### Task to carry out
Look through the listing for the string "down" and copy out every line that holds it.

### Dataset excerpts
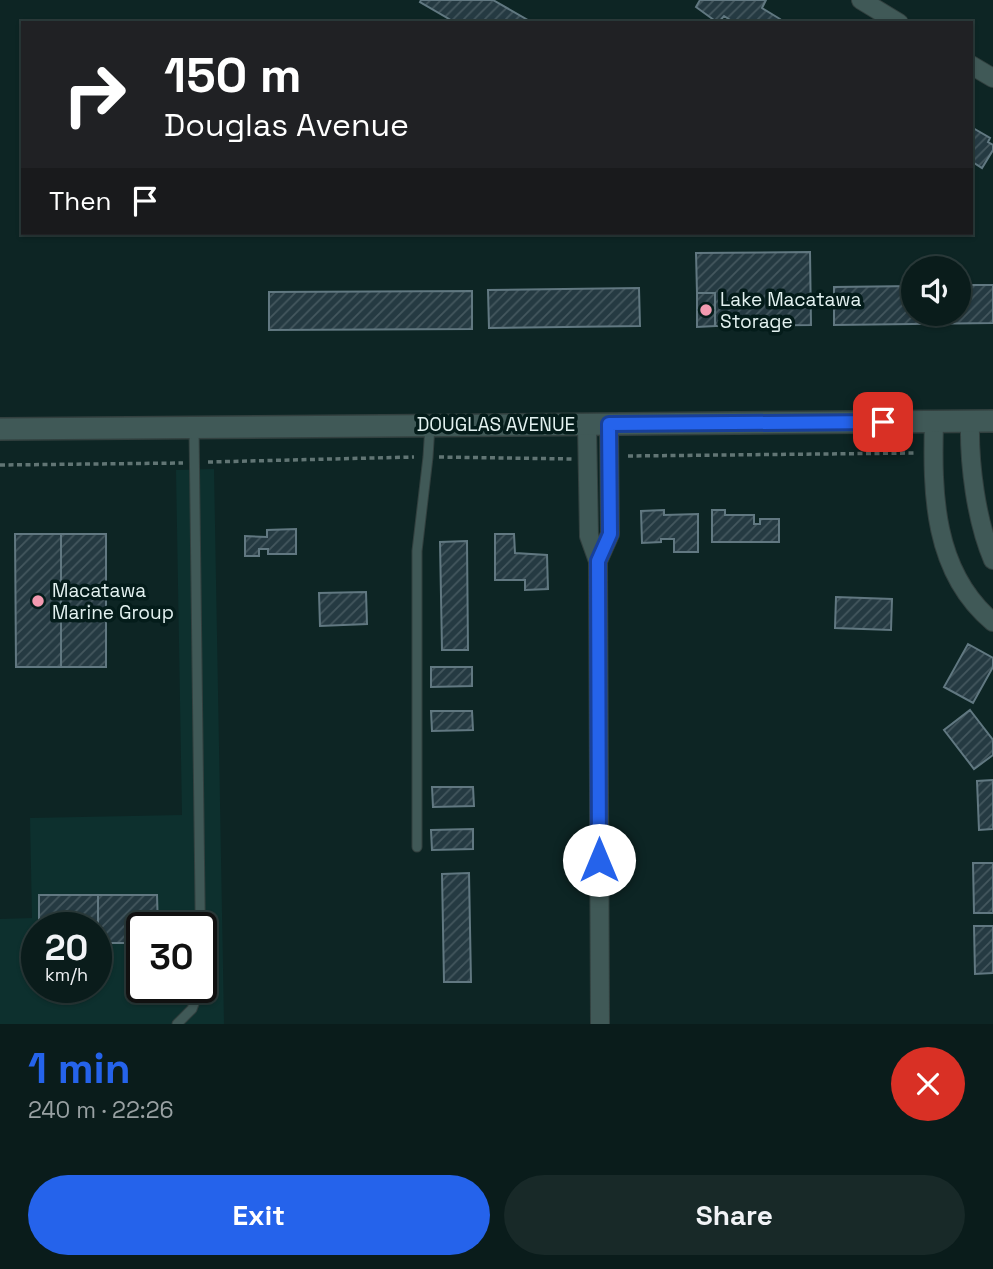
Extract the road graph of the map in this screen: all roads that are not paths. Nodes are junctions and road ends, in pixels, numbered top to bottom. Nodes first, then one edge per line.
1 (860, 0) edge
2 (896, 21) edge
3 (973, 66) edge
4 (993, 78) edge
5 (970, 421) junction
6 (993, 421) edge
7 (934, 422) junction
8 (430, 424) junction
9 (587, 424) junction
10 (609, 424) junction
11 (194, 426) junction
12 (0, 429) edge
13 (993, 560) edge
14 (598, 561) junction
15 (993, 621) edge
16 (417, 847) dead end
17 (200, 912) edge
18 (194, 1003) edge
19 (177, 1024) edge
20 (600, 1024) edge

1 - 2 street
3 - 4 street
5 - 6 street, DOUGLAS AVENUE
5 - 7 street, DOUGLAS AVENUE
5 - 13 street
7 - 10 street, DOUGLAS AVENUE
7 - 15 street
8 - 9 street, DOUGLAS AVENUE
8 - 11 street, DOUGLAS AVENUE
8 - 16 lane
9 - 10 street, DOUGLAS AVENUE
9 - 14 street
10 - 14 street
11 - 12 street, DOUGLAS AVENUE
11 - 17 lane
14 - 20 street
18 - 19 lane

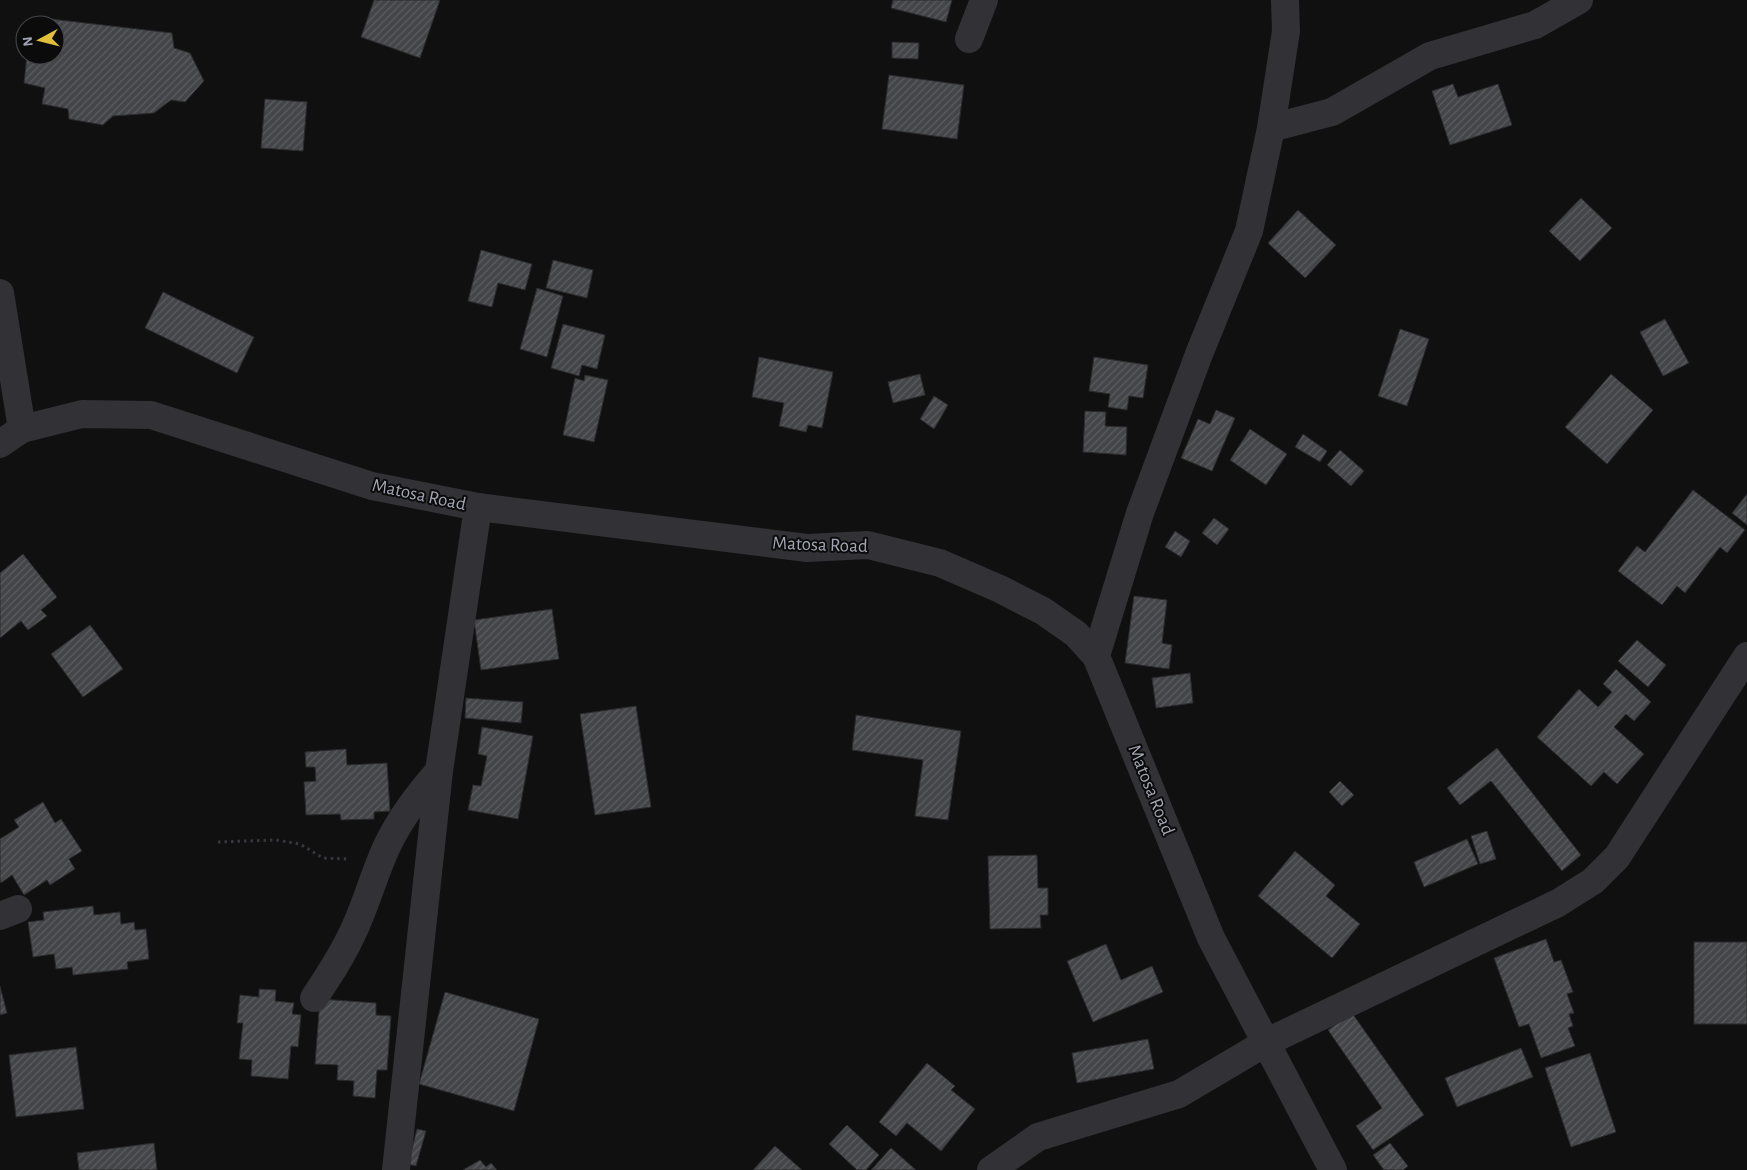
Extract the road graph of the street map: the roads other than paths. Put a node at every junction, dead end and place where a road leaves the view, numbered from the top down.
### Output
1 (984, 0) edge
2 (1285, 0) edge
3 (1579, 0) edge
4 (969, 39) dead end
5 (1271, 128) junction
6 (0, 293) edge
7 (11, 436) edge
8 (478, 507) junction
9 (1096, 656) junction
10 (1747, 656) edge
11 (439, 771) junction
12 (314, 998) dead end
13 (1267, 1042) junction
14 (396, 1170) edge
15 (991, 1170) edge
16 (1333, 1170) edge

1 - 4 street
2 - 5 street
3 - 5 street
5 - 9 street
6 - 7 street
7 - 8 street, Matosa Road
8 - 9 street, Matosa Road
8 - 11 street
9 - 13 street, Matosa Road
10 - 13 street
11 - 12 street
11 - 14 street
13 - 15 street
13 - 16 street, Matosa Road

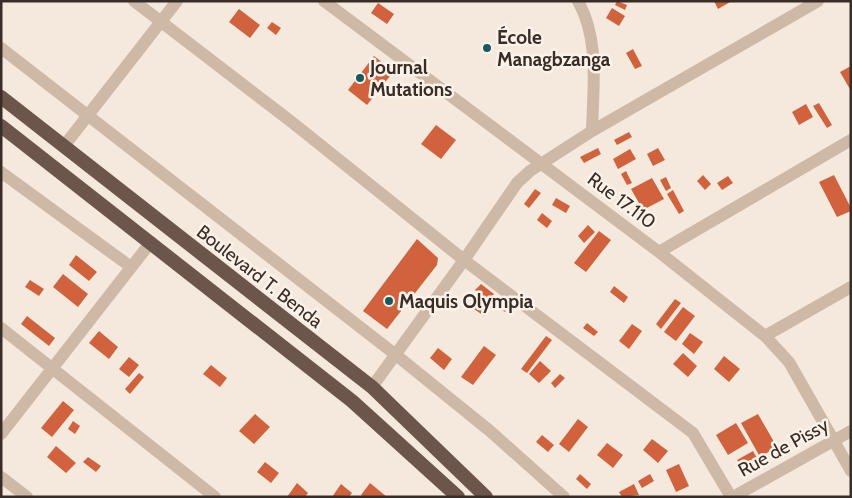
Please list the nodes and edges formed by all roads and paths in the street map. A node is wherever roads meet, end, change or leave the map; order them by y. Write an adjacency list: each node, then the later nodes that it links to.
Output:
1 (134, 1): 6 (street)
2 (177, 1): 6 (street)
3 (324, 1): 14 (street, Rue 17.110)
4 (578, 1): 11 (street)
5 (818, 1): 11 (street)
6 (161, 23): 9 (street); 18 (street)
7 (1, 48): 9 (street)
8 (1, 96): 13 (highway, Boulevard T. Benda)
9 (87, 115): 13 (street); 23 (street)
10 (1, 126): 16 (highway)
11 (592, 131): 14 (street)
12 (851, 140): 17 (street)
13 (64, 146): 25 (highway, Boulevard T. Benda)
14 (542, 164): 17 (street, Rue 17.110); 18 (street)
15 (1, 172): 19 (street)
16 (151, 242): 19 (street); 33 (highway)
17 (659, 252): 22 (street, Rue 17.110)
18 (464, 260): 23 (street); 36 (street)
19 (131, 267): 24 (street)
20 (851, 287): 22 (street)
21 (1, 328): 24 (street)
22 (765, 336): 28 (street, Rue 17.110)
23 (396, 355): 25 (street); 35 (street)
24 (52, 369): 27 (street); 32 (street)
25 (372, 387): 34 (highway, Boulevard T. Benda)
26 (851, 431): 28 (street, Rue de Pissy)
27 (1, 434)
28 (834, 440): 29 (street, Rue 17.110); 36 (street, Rue de Pissy)
29 (851, 471)
30 (1, 477): 31 (street)
31 (27, 497)
32 (215, 497)
33 (458, 497)
34 (486, 497)
35 (564, 497)
36 (732, 497)

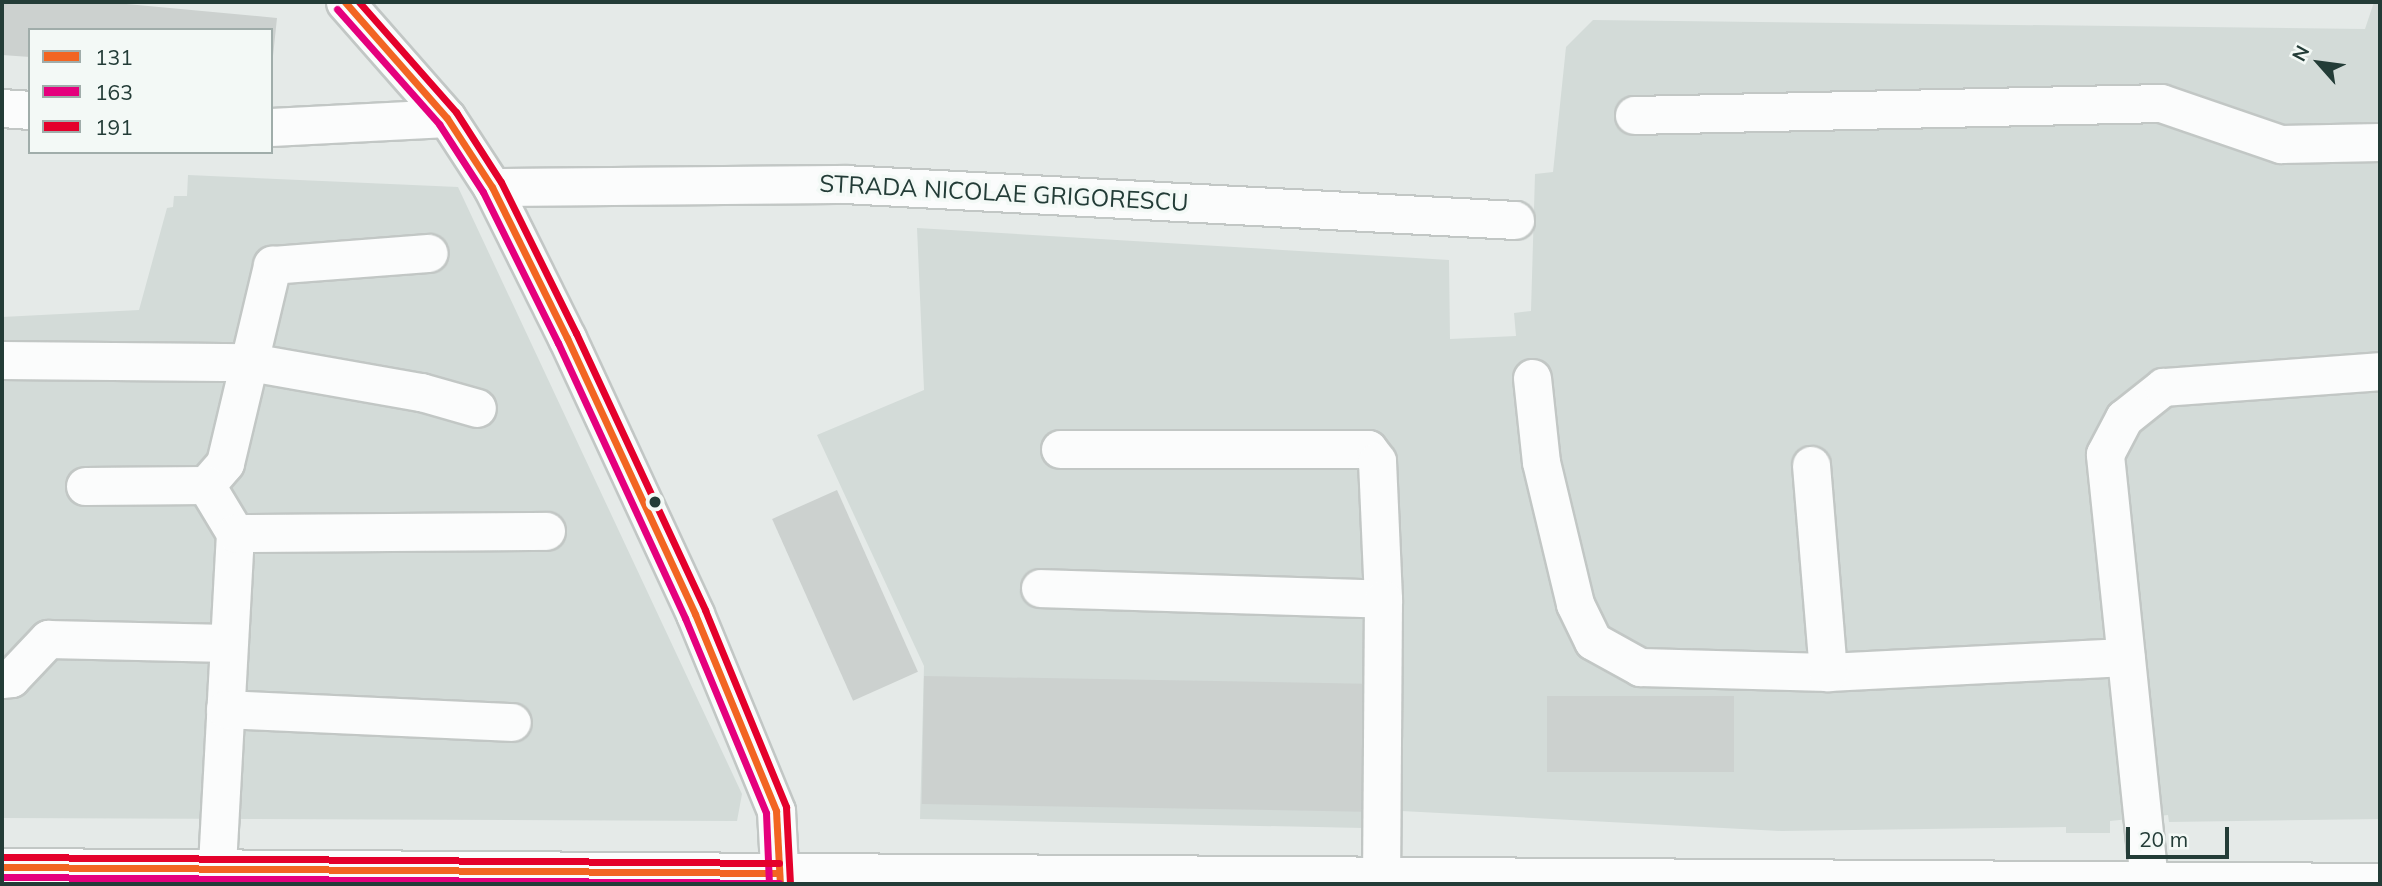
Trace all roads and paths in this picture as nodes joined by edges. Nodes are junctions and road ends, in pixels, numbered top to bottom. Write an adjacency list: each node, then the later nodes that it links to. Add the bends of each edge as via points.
1 (345, 2): 5 (street)
2 (2, 108): 3 (street)
3 (28, 110)
4 (1634, 114): 7 (street, via 2161,103 2281,144)
5 (447, 118): 6 (street); 8 (street)
6 (273, 127)
7 (2380, 142)
8 (492, 187): 9 (street, STRADA NICOLAE GRIGORESCU, via 844,184); 33 (street, via 695,614 776,811)
9 (1515, 220)
10 (429, 253): 12 (street, via 272,265)
11 (2, 360): 12 (street)
12 (250, 362): 15 (street, via 421,392); 18 (street, via 225,463)
13 (2380, 371): 25 (street, via 2163,387 2124,418 2105,454)
14 (1532, 377): 26 (street, via 1541,462 1575,604 1594,641 1640,667)
15 (477, 408)
16 (1060, 449): 23 (street, via 1368,449 1377,461)
17 (1811, 465): 26 (street)
18 (206, 485): 19 (street); 21 (street)
19 (85, 486)
20 (547, 531): 21 (street)
21 (234, 533): 24 (street)
22 (1040, 588): 23 (street)
23 (1383, 599): 32 (street)
24 (228, 643): 27 (street, via 48,639 11,678); 28 (street)
25 (2126, 657): 26 (street); 34 (street)
26 (1828, 672)
27 (2, 679)
28 (225, 709): 29 (street); 31 (street)
29 (512, 722)
30 (2, 867): 31 (street)
31 (217, 867): 33 (street)
32 (1381, 876): 33 (street); 34 (street)
33 (780, 879)
34 (2149, 881): 36 (street)
35 (2380, 882): 36 (street)
36 (2289, 883)

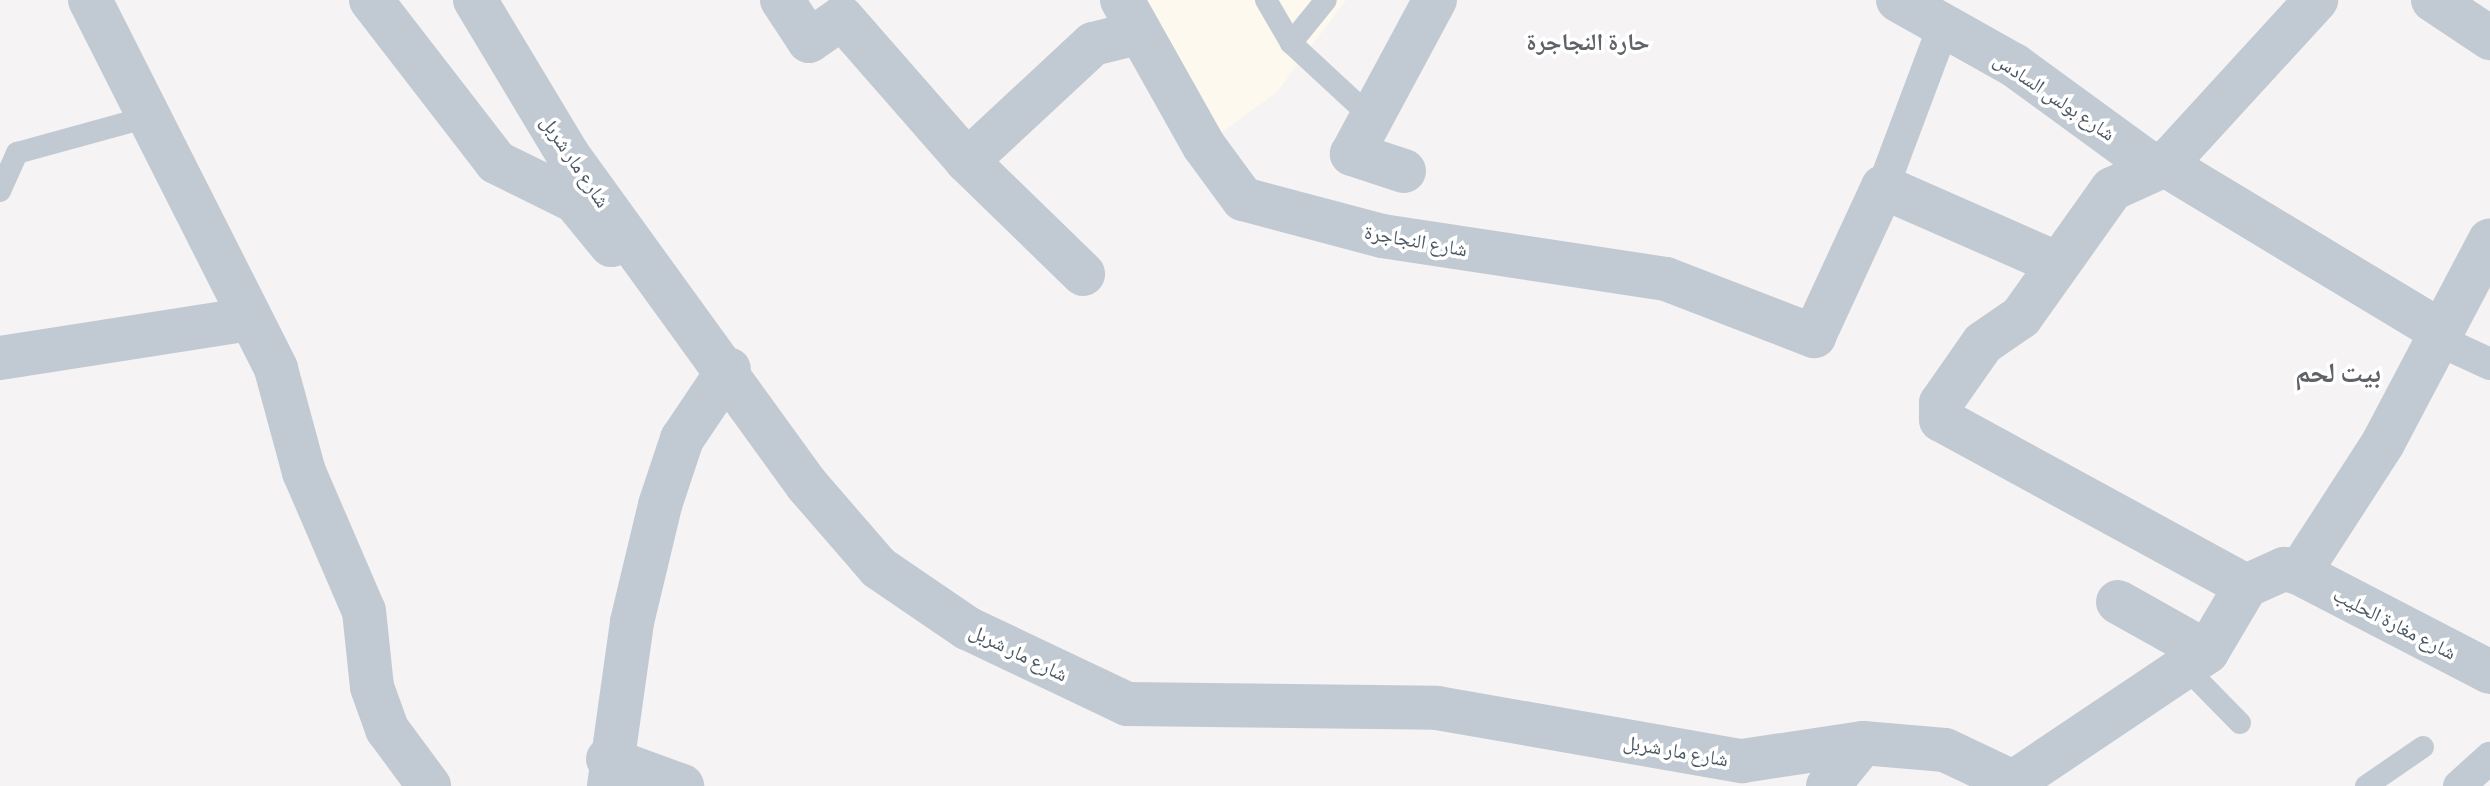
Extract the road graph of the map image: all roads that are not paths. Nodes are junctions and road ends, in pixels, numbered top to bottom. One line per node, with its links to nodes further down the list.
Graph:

### Answer for this exercise
Extract the road graph of the street map: the roads other than paths. Put a node at every junction, dead end and place where a road leaves the view, numbered from the top down.
Extract the road graph of the map image: all roads that are not paths. Nodes are junctions and road ends, in pixels, numbered top to bottom. One line per node, with its links to nodes further down the list.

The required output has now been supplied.